Now Cauzillo is back on the field and racking up points. She said it felt really good to be doing so well this season.

“It was hard to get back into the speed of play,” she said, “I missed soccer a lot.”

She is especially happy to be sans injuries. Well, except for one. During the summer before her senior year, Cauzillo played on a semi-professional team, and in an attempt to score, she headed the ball into the net, but landed awkwardly on her hand. The goal was scored, but she ended up with more than a sense of accomplishment — she had torn the muscle from the bone in her thumb. The injury still requires that she wear a brace, although it doesn’t have much of an effect on Cauzillo’s game.

Ecstatic to be back on the field for her final season, one of Cauzillo’s personal goals is to make it through smoothly.

“I think my injuries have taught me a lot,” Cauzillo said. “They’ve been stuff I can recover from. But I want to finish this season injury-free.”

Supporters

Cauzillo has a huge support group to get her through this season. Her mother, Linda Cauzillo, tries to make it to every home game and travels to Kansas from Michigan to also hang out with her daughter on the weekends.

Her boyfriend of two years, senior Aurom Mahobian, travels on the road with her as much as he can. He also wears Cauzillo’s jersey when he watches her games and his pride in his girlfriend is obvious.

“She makes really good passes, and she has really good touches. She just plays really smart and makes her teammates better,” Mahobian said. “When she plays the whole 90 minutes, she can really control the pace of the game.

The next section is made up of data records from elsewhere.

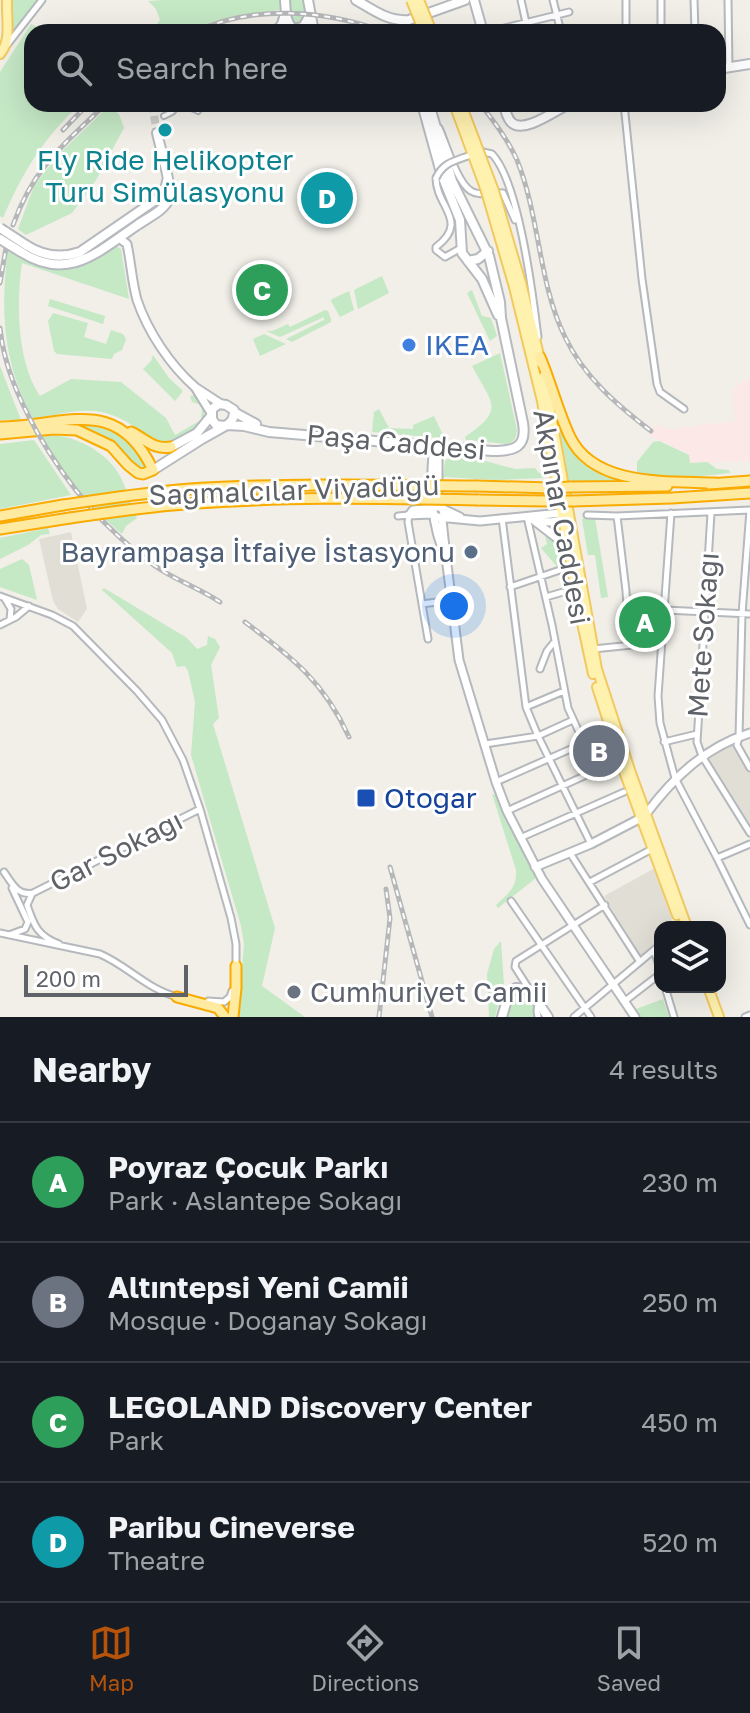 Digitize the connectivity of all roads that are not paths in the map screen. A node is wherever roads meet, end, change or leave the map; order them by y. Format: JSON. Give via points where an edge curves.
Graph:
{"nodes":[{"id":1,"x":4,"y":0,"type":"edge"},
{"id":2,"x":42,"y":0,"type":"edge"},
{"id":3,"x":308,"y":0,"type":"edge"},
{"id":4,"x":356,"y":0,"type":"edge"},
{"id":5,"x":411,"y":0,"type":"edge"},
{"id":6,"x":419,"y":0,"type":"edge"},
{"id":7,"x":465,"y":0,"type":"edge"},
{"id":8,"x":474,"y":0,"type":"edge"},
{"id":9,"x":521,"y":0,"type":"edge"},
{"id":10,"x":553,"y":0,"type":"edge"},
{"id":11,"x":626,"y":0,"type":"edge"},
{"id":12,"x":661,"y":0,"type":"edge"},
{"id":13,"x":694,"y":0,"type":"edge"},
{"id":14,"x":728,"y":0,"type":"edge"},
{"id":15,"x":285,"y":5,"type":"edge"},
{"id":16,"x":569,"y":12,"type":"dead end"},
{"id":17,"x":310,"y":15,"type":"junction"},
{"id":18,"x":557,"y":15,"type":"junction"},
{"id":19,"x":526,"y":23,"type":"junction"},
{"id":20,"x":289,"y":24,"type":"edge"},
{"id":21,"x":306,"y":24,"type":"edge"},
{"id":22,"x":312,"y":24,"type":"edge"},
{"id":23,"x":421,"y":24,"type":"edge"},
{"id":24,"x":429,"y":24,"type":"edge"},
{"id":25,"x":483,"y":24,"type":"edge"},
{"id":26,"x":522,"y":24,"type":"edge"},
{"id":27,"x":559,"y":24,"type":"edge"},
{"id":28,"x":626,"y":24,"type":"edge"},
{"id":29,"x":661,"y":24,"type":"edge"},
{"id":30,"x":695,"y":24,"type":"edge"},
{"id":31,"x":2,"y":52,"type":"edge"},
{"id":32,"x":750,"y":64,"type":"edge"},
{"id":33,"x":726,"y":68,"type":"edge"},
{"id":34,"x":729,"y":68,"type":"junction"},
{"id":35,"x":172,"y":112,"type":"edge"},
{"id":36,"x":424,"y":112,"type":"edge"},
{"id":37,"x":457,"y":112,"type":"edge"},
{"id":38,"x":464,"y":112,"type":"edge"},
{"id":39,"x":507,"y":112,"type":"edge"},
{"id":40,"x":552,"y":112,"type":"edge"},
{"id":41,"x":625,"y":112,"type":"edge"},
{"id":42,"x":432,"y":114,"type":"joint"},
{"id":43,"x":548,"y":114,"type":"joint"},
{"id":44,"x":164,"y":116,"type":"dead end"},
{"id":45,"x":157,"y":133,"type":"tunnel mouth"},
{"id":46,"x":518,"y":224,"type":"junction"},
{"id":47,"x":0,"y":228,"type":"edge"},
{"id":48,"x":116,"y":234,"type":"junction"},
{"id":49,"x":481,"y":238,"type":"junction"},
{"id":50,"x":0,"y":239,"type":"edge"},
{"id":51,"x":462,"y":248,"type":"junction"},
{"id":52,"x":23,"y":249,"type":"junction"},
{"id":53,"x":488,"y":251,"type":"junction"},
{"id":54,"x":468,"y":261,"type":"junction"},
{"id":55,"x":518,"y":285,"type":"junction"},
{"id":56,"x":501,"y":318,"type":"junction"},
{"id":57,"x":540,"y":357,"type":"junction"},
{"id":58,"x":195,"y":387,"type":"junction"},
{"id":59,"x":221,"y":404,"type":"junction"},
{"id":60,"x":684,"y":409,"type":"dead end"},
{"id":61,"x":234,"y":412,"type":"junction"},
{"id":62,"x":211,"y":414,"type":"junction"},
{"id":63,"x":226,"y":426,"type":"junction"},
{"id":64,"x":0,"y":427,"type":"edge"},
{"id":65,"x":124,"y":431,"type":"junction"},
{"id":66,"x":284,"y":432,"type":"junction"},
{"id":67,"x":0,"y":434,"type":"edge"},
{"id":68,"x":416,"y":443,"type":"junction"},
{"id":69,"x":436,"y":446,"type":"junction"},
{"id":70,"x":171,"y":447,"type":"joint"},
{"id":71,"x":456,"y":447,"type":"junction"},
{"id":72,"x":435,"y":461,"type":"junction"},
{"id":73,"x":153,"y":470,"type":"junction"},
{"id":74,"x":750,"y":481,"type":"edge"},
{"id":75,"x":715,"y":483,"type":"junction"},
{"id":76,"x":750,"y":493,"type":"edge"},
{"id":77,"x":750,"y":510,"type":"edge"},
{"id":78,"x":438,"y":512,"type":"junction"},
{"id":79,"x":671,"y":513,"type":"junction"},
{"id":80,"x":711,"y":513,"type":"junction"},
{"id":81,"x":409,"y":515,"type":"junction"},
{"id":82,"x":587,"y":515,"type":"dead end"},
{"id":83,"x":0,"y":516,"type":"edge"},
{"id":84,"x":398,"y":516,"type":"dead end"},
{"id":85,"x":564,"y":516,"type":"junction"},
{"id":86,"x":617,"y":516,"type":"junction"},
{"id":87,"x":502,"y":518,"type":"junction"},
{"id":88,"x":529,"y":518,"type":"junction"},
{"id":89,"x":0,"y":529,"type":"edge"},
{"id":90,"x":567,"y":546,"type":"junction"},
{"id":91,"x":560,"y":570,"type":"dead end"},
{"id":92,"x":541,"y":577,"type":"junction"},
{"id":93,"x":510,"y":587,"type":"junction"},
{"id":94,"x":563,"y":592,"type":"dead end"},
{"id":95,"x":2,"y":597,"type":"edge"},
{"id":96,"x":546,"y":597,"type":"junction"},
{"id":97,"x":451,"y":600,"type":"junction"},
{"id":98,"x":422,"y":604,"type":"junction"},
{"id":99,"x":30,"y":606,"type":"junction"},
{"id":100,"x":664,"y":610,"type":"junction"},
{"id":101,"x":704,"y":612,"type":"junction"},
{"id":102,"x":742,"y":614,"type":"junction"},
{"id":103,"x":750,"y":614,"type":"edge"},
{"id":104,"x":10,"y":620,"type":"junction"},
{"id":105,"x":0,"y":625,"type":"edge"},
{"id":106,"x":428,"y":639,"type":"dead end"},
{"id":107,"x":556,"y":640,"type":"junction"},
{"id":108,"x":662,"y":642,"type":"junction"},
{"id":109,"x":629,"y":644,"type":"junction"},
{"id":110,"x":592,"y":649,"type":"junction"},
{"id":111,"x":540,"y":669,"type":"dead end"},
{"id":112,"x":564,"y":691,"type":"junction"},
{"id":113,"x":526,"y":707,"type":"junction"},
{"id":114,"x":573,"y":720,"type":"junction"},
{"id":115,"x":697,"y":734,"type":"junction"},
{"id":116,"x":750,"y":734,"type":"edge"},
{"id":117,"x":538,"y":736,"type":"junction"},
{"id":118,"x":600,"y":736,"type":"dead end"},
{"id":119,"x":739,"y":737,"type":"junction"},
{"id":120,"x":664,"y":742,"type":"junction"},
{"id":121,"x":584,"y":743,"type":"junction"},
{"id":122,"x":484,"y":744,"type":"junction"},
{"id":123,"x":702,"y":756,"type":"junction"},
{"id":124,"x":550,"y":759,"type":"junction"},
{"id":125,"x":613,"y":763,"type":"dead end"},
{"id":126,"x":750,"y":768,"type":"edge"},
{"id":127,"x":675,"y":778,"type":"junction"},
{"id":128,"x":496,"y":782,"type":"junction"},
{"id":129,"x":563,"y":787,"type":"junction"},
{"id":130,"x":624,"y":792,"type":"dead end"},
{"id":131,"x":200,"y":809,"type":"junction"},
{"id":132,"x":507,"y":811,"type":"junction"},
{"id":133,"x":576,"y":813,"type":"junction"},
{"id":134,"x":644,"y":816,"type":"junction"},
{"id":135,"x":750,"y":833,"type":"edge"},
{"id":136,"x":520,"y":838,"type":"junction"},
{"id":137,"x":591,"y":844,"type":"junction"},
{"id":138,"x":750,"y":844,"type":"edge"},
{"id":139,"x":652,"y":849,"type":"junction"},
{"id":140,"x":570,"y":853,"type":"junction"},
{"id":141,"x":717,"y":858,"type":"junction"},
{"id":142,"x":0,"y":863,"type":"edge"},
{"id":143,"x":535,"y":867,"type":"junction"},
{"id":144,"x":4,"y":872,"type":"junction"},
{"id":145,"x":590,"y":882,"type":"junction"},
{"id":146,"x":33,"y":893,"type":"junction"},
{"id":147,"x":511,"y":901,"type":"dead end"},
{"id":148,"x":605,"y":905,"type":"junction"},
{"id":149,"x":681,"y":921,"type":"edge"},
{"id":150,"x":681,"y":921,"type":"edge"},
{"id":151,"x":573,"y":924,"type":"junction"},
{"id":152,"x":750,"y":925,"type":"edge"},
{"id":153,"x":0,"y":933,"type":"edge"},
{"id":154,"x":8,"y":935,"type":"junction"},
{"id":155,"x":541,"y":944,"type":"junction"},
{"id":156,"x":66,"y":948,"type":"junction"},
{"id":157,"x":654,"y":950,"type":"edge"},
{"id":158,"x":640,"y":962,"type":"junction"},
{"id":159,"x":236,"y":966,"type":"junction"},
{"id":160,"x":654,"y":976,"type":"edge"},
{"id":161,"x":613,"y":984,"type":"junction"},
{"id":162,"x":529,"y":989,"type":"junction"},
{"id":163,"x":667,"y":993,"type":"edge"},
{"id":164,"x":707,"y":993,"type":"edge"},
{"id":165,"x":177,"y":997,"type":"junction"},
{"id":166,"x":625,"y":1001,"type":"junction"},
{"id":167,"x":538,"y":1002,"type":"junction"},
{"id":168,"x":585,"y":1008,"type":"junction"},
{"id":169,"x":225,"y":1017,"type":"edge"},
{"id":170,"x":233,"y":1017,"type":"edge"},
{"id":171,"x":502,"y":1017,"type":"edge"},
{"id":172,"x":538,"y":1017,"type":"edge"},
{"id":173,"x":548,"y":1017,"type":"edge"},
{"id":174,"x":574,"y":1017,"type":"edge"},
{"id":175,"x":591,"y":1017,"type":"edge"},
{"id":176,"x":635,"y":1017,"type":"edge"},
{"id":177,"x":674,"y":1017,"type":"edge"},
{"id":178,"x":716,"y":1017,"type":"edge"}],
"edges":[{"from":1,"to":31,"type":"main road"},
{"from":2,"to":31,"type":"street"},
{"from":3,"to":17,"type":"main road"},
{"from":4,"to":7,"type":"main road","via":[[403,21]]},
{"from":5,"to":23,"type":"main road","bridge":true},
{"from":6,"to":24,"type":"main road","bridge":true},
{"from":8,"to":25,"type":"main road"},
{"from":9,"to":19,"type":"street"},
{"from":10,"to":18,"type":"street"},
{"from":11,"to":28,"type":"street"},
{"from":12,"to":29,"type":"street"},
{"from":13,"to":30,"type":"street"},
{"from":14,"to":34,"type":"street"},
{"from":15,"to":20,"type":"main road"},
{"from":16,"to":18,"type":"street"},
{"from":17,"to":21,"type":"main road"},
{"from":17,"to":22,"type":"main road"},
{"from":18,"to":19,"type":"street"},
{"from":18,"to":27,"type":"street"},
{"from":19,"to":26,"type":"street"},
{"from":32,"to":34,"type":"main road"},
{"from":33,"to":34,"type":"main road"},
{"from":35,"to":44,"type":"street"},
{"from":36,"to":51,"type":"main road","via":[[460,220]]},
{"from":37,"to":55,"type":"main road","name":"Akpınar Caddesi","bridge":true},
{"from":38,"to":55,"type":"main road","name":"Akpınar Caddesi","bridge":true,"via":[[497,201]]},
{"from":39,"to":43,"type":"main road","via":[[521,127]]},
{"from":40,"to":43,"type":"main road"},
{"from":41,"to":60,"type":"street","via":[[657,384]]},
{"from":42,"to":46,"type":"street","via":[[466,187],[476,193],[503,193]]},
{"from":42,"to":49,"type":"main road","via":[[452,181]]},
{"from":45,"to":48,"type":"main road","via":[[167,193]]},
{"from":46,"to":51,"type":"street","bridge":true,"via":[[496,157],[488,152],[447,164],[436,178],[452,225],[436,250],[445,257]]},
{"from":46,"to":57,"type":"street"},
{"from":47,"to":52,"type":"main road","bridge":true},
{"from":48,"to":52,"type":"main road","via":[[73,255]]},
{"from":48,"to":58,"type":"street","via":[[138,301],[160,346]]},
{"from":49,"to":51,"type":"main road","via":[[468,239]]},
{"from":49,"to":53,"type":"main road"},
{"from":50,"to":52,"type":"main road","bridge":true},
{"from":51,"to":54,"type":"main road"},
{"from":53,"to":54,"type":"main road"},
{"from":53,"to":56,"type":"main road","name":"Paşa Caddesi"},
{"from":54,"to":56,"type":"main road","name":"Paşa Caddesi"},
{"from":55,"to":57,"type":"main road","name":"Akpınar Caddesi"},
{"from":55,"to":85,"type":"main road","name":"Akpınar Caddesi"},
{"from":56,"to":71,"type":"main road","name":"Paşa Caddesi","via":[[524,437],[509,450]]},
{"from":57,"to":75,"type":"highway","via":[[570,437],[589,462],[637,478]]},
{"from":57,"to":85,"type":"main road","name":"Akpınar Caddesi"},
{"from":58,"to":59,"type":"street"},
{"from":58,"to":62,"type":"street"},
{"from":59,"to":61,"type":"main road"},
{"from":59,"to":62,"type":"main road"},
{"from":61,"to":63,"type":"main road"},
{"from":61,"to":66,"type":"main road","name":"Paşa Caddesi"},
{"from":62,"to":63,"type":"main road","via":[[216,425]]},
{"from":62,"to":70,"type":"main road","via":[[197,433]]},
{"from":63,"to":66,"type":"main road","name":"Paşa Caddesi"},
{"from":63,"to":73,"type":"main road"},
{"from":64,"to":65,"type":"highway","via":[[82,419],[109,422]]},
{"from":65,"to":70,"type":"highway","via":[[156,447]]},
{"from":65,"to":73,"type":"highway"},
{"from":66,"to":68,"type":"main road","name":"Paşa Caddesi"},
{"from":67,"to":73,"type":"highway","via":[[72,429],[111,446],[138,473]]},
{"from":68,"to":69,"type":"main road","name":"Paşa Caddesi"},
{"from":68,"to":72,"type":"street"},
{"from":69,"to":71,"type":"main road","name":"Paşa Caddesi"},
{"from":69,"to":72,"type":"street"},
{"from":71,"to":72,"type":"street"},
{"from":72,"to":78,"type":"street","via":[[431,494]]},
{"from":74,"to":75,"type":"highway"},
{"from":75,"to":83,"type":"highway","name":"Sağmalcılar Viyadüğü","bridge":true,"via":[[247,486]]},
{"from":76,"to":89,"type":"highway","name":"Sağmalcılar Viyadüğü","bridge":true,"via":[[573,501],[250,500],[175,504]]},
{"from":77,"to":80,"type":"street"},
{"from":77,"to":102,"type":"street"},
{"from":78,"to":81,"type":"street","via":[[413,510]]},
{"from":78,"to":87,"type":"street","via":[[466,520]]},
{"from":78,"to":97,"type":"street"},
{"from":79,"to":80,"type":"street"},
{"from":79,"to":86,"type":"street"},
{"from":79,"to":100,"type":"street"},
{"from":80,"to":101,"type":"street","name":"Mete Sokağı"},
{"from":81,"to":84,"type":"street"},
{"from":81,"to":98,"type":"street"},
{"from":82,"to":86,"type":"street"},
{"from":85,"to":88,"type":"street"},
{"from":85,"to":90,"type":"main road","name":"Akpınar Caddesi"},
{"from":85,"to":110,"type":"main road","name":"Akpınar Caddesi"},
{"from":86,"to":109,"type":"street"},
{"from":87,"to":88,"type":"street"},
{"from":87,"to":93,"type":"street"},
{"from":88,"to":90,"type":"street"},
{"from":88,"to":92,"type":"street"},
{"from":90,"to":134,"type":"main road","name":"Akpınar Caddesi","via":[[589,659],[610,732]]},
{"from":91,"to":92,"type":"street"},
{"from":92,"to":93,"type":"street"},
{"from":92,"to":96,"type":"street"},
{"from":93,"to":113,"type":"street"},
{"from":94,"to":96,"type":"street"},
{"from":95,"to":99,"type":"street"},
{"from":95,"to":104,"type":"street","via":[[11,609]]},
{"from":96,"to":107,"type":"street"},
{"from":97,"to":98,"type":"street"},
{"from":97,"to":122,"type":"street","via":[[459,660]]},
{"from":98,"to":106,"type":"street"},
{"from":99,"to":104,"type":"street"},
{"from":99,"to":131,"type":"street","via":[[73,626],[162,720]]},
{"from":100,"to":101,"type":"street"},
{"from":100,"to":108,"type":"street"},
{"from":101,"to":102,"type":"street"},
{"from":101,"to":115,"type":"street","name":"Mete Sokağı"},
{"from":102,"to":103,"type":"street"},
{"from":102,"to":119,"type":"street"},
{"from":104,"to":105,"type":"street"},
{"from":107,"to":111,"type":"street"},
{"from":107,"to":112,"type":"street"},
{"from":108,"to":109,"type":"street"},
{"from":108,"to":120,"type":"street","via":[[658,696]]},
{"from":109,"to":110,"type":"street"},
{"from":110,"to":134,"type":"main road","name":"Akpınar Caddesi"},
{"from":112,"to":113,"type":"street"},
{"from":112,"to":114,"type":"street"},
{"from":113,"to":117,"type":"street"},
{"from":114,"to":117,"type":"street"},
{"from":114,"to":121,"type":"street"},
{"from":115,"to":120,"type":"street"},
{"from":115,"to":123,"type":"street","name":"Mete Sokağı"},
{"from":116,"to":119,"type":"street"},
{"from":117,"to":122,"type":"street"},
{"from":117,"to":124,"type":"street"},
{"from":118,"to":121,"type":"street"},
{"from":119,"to":123,"type":"street"},
{"from":119,"to":126,"type":"street","via":[[737,745]]},
{"from":120,"to":127,"type":"street"},
{"from":121,"to":124,"type":"street"},
{"from":122,"to":128,"type":"street"},
{"from":123,"to":127,"type":"street"},
{"from":123,"to":135,"type":"street","name":"Mete Sokağı"},
{"from":124,"to":128,"type":"street"},
{"from":124,"to":129,"type":"street"},
{"from":125,"to":129,"type":"street"},
{"from":127,"to":134,"type":"street"},
{"from":127,"to":141,"type":"street"},
{"from":128,"to":132,"type":"street"},
{"from":129,"to":132,"type":"street"},
{"from":129,"to":133,"type":"street"},
{"from":130,"to":133,"type":"street"},
{"from":131,"to":146,"type":"street","name":"Gar Sokağı"},
{"from":131,"to":159,"type":"street","via":[[231,918]]},
{"from":132,"to":136,"type":"street"},
{"from":133,"to":136,"type":"street"},
{"from":133,"to":137,"type":"street"},
{"from":134,"to":137,"type":"street"},
{"from":134,"to":139,"type":"main road","name":"Akpınar Caddesi"},
{"from":134,"to":149,"type":"main road","name":"Akpınar Caddesi"},
{"from":136,"to":143,"type":"street"},
{"from":137,"to":140,"type":"street"},
{"from":138,"to":141,"type":"street"},
{"from":139,"to":145,"type":"street"},
{"from":139,"to":150,"type":"main road","name":"Akpınar Caddesi"},
{"from":140,"to":143,"type":"street"},
{"from":140,"to":145,"type":"street"},
{"from":141,"to":152,"type":"street"},
{"from":142,"to":144,"type":"street"},
{"from":143,"to":151,"type":"street"},
{"from":144,"to":146,"type":"street","via":[[19,891]]},
{"from":144,"to":154,"type":"street","via":[[28,922],[25,929]]},
{"from":145,"to":148,"type":"street"},
{"from":146,"to":156,"type":"street","via":[[27,905],[39,933]]},
{"from":147,"to":155,"type":"street"},
{"from":148,"to":151,"type":"street"},
{"from":148,"to":158,"type":"street"},
{"from":151,"to":155,"type":"street"},
{"from":151,"to":161,"type":"street"},
{"from":153,"to":154,"type":"street"},
{"from":154,"to":156,"type":"street"},
{"from":155,"to":162,"type":"street","via":[[516,961]]},
{"from":155,"to":168,"type":"street"},
{"from":156,"to":165,"type":"street","via":[[109,958]]},
{"from":157,"to":158,"type":"street"},
{"from":158,"to":161,"type":"street"},
{"from":159,"to":165,"type":"street","via":[[231,994],[224,1002]]},
{"from":159,"to":170,"type":"highway"},
{"from":160,"to":166,"type":"street"},
{"from":161,"to":166,"type":"street"},
{"from":161,"to":168,"type":"street"},
{"from":162,"to":167,"type":"main road"},
{"from":162,"to":171,"type":"main road","via":[[509,993]]},
{"from":163,"to":177,"type":"street"},
{"from":164,"to":178,"type":"main road"},
{"from":165,"to":169,"type":"highway","via":[[218,1008]]},
{"from":166,"to":176,"type":"street"},
{"from":167,"to":172,"type":"street"},
{"from":167,"to":173,"type":"main road"},
{"from":168,"to":174,"type":"street"},
{"from":168,"to":175,"type":"street"}]}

She has so much energy, and she is always running. She’s overcome a lot.”

In additino to her mom and boyfriend, her biggest fans just might be her younger cousins, who come from Overland Park to cheer her on. Sometimes they come with big signs, and other times they can be heard yelling words of encouragement so loudly that it’s hard not to join in. Her youngest cousin, seven-year-old Jack Krebs, said he liked watching Cauzillo and especially liked to see her score goals.

It seems as though everyone, including her coach is proud of Cauzillo, considering the odds she’s had to overcome and how well she has performed this season.

“I think it’s good that she stuck it out. She’s had a couple of rough seasons. She’s taken advantage of the opportunity knowing that there was a possibility she wouldn’t have been playing,” coach Mark Francis said. “She’s very persistent. I’m happy for her.”

Cauzillo has also earned honors this year, by receiving nods from organizations outside of the University. She was selected in her junior year and this year for the Academic All-District 7 Second Team by ESPN The Magazine in late October. Cauzillo is also a two-time Academic All-Big 12 First Team selection, and is eligible to be named to the team again this year.

The future

As a senior, Cauzillo won’t be able to play games with the team for the spring season. However, she said coach Francis would be allowing her to practice with the team, because she plans to go on a mission trip to Ethiopia with a semi-professional soccer team in the summer.

With her last game of the regular season behind her and the Big 12 Soccer Championships rapidly approaching, the question of what she will do next isn’t far off. Cauzillo will graduate in May with a degree in English and has high hopes for what she’ll do after her summer is over.

“I’m applying for Teach for America. I would love to be in Denver, and that’s where I put as my most preferred spot. I would like to coach a younger team as well,” she said.

Soccer-wise, Cauzillo hopes to see her team make it far in the Big 12 championship and the NCAA tournament this season. Cauzillo’s dedication to the sport she loves, determination to make her last season the best and her overall ambition for success just might get herself and her teammates there.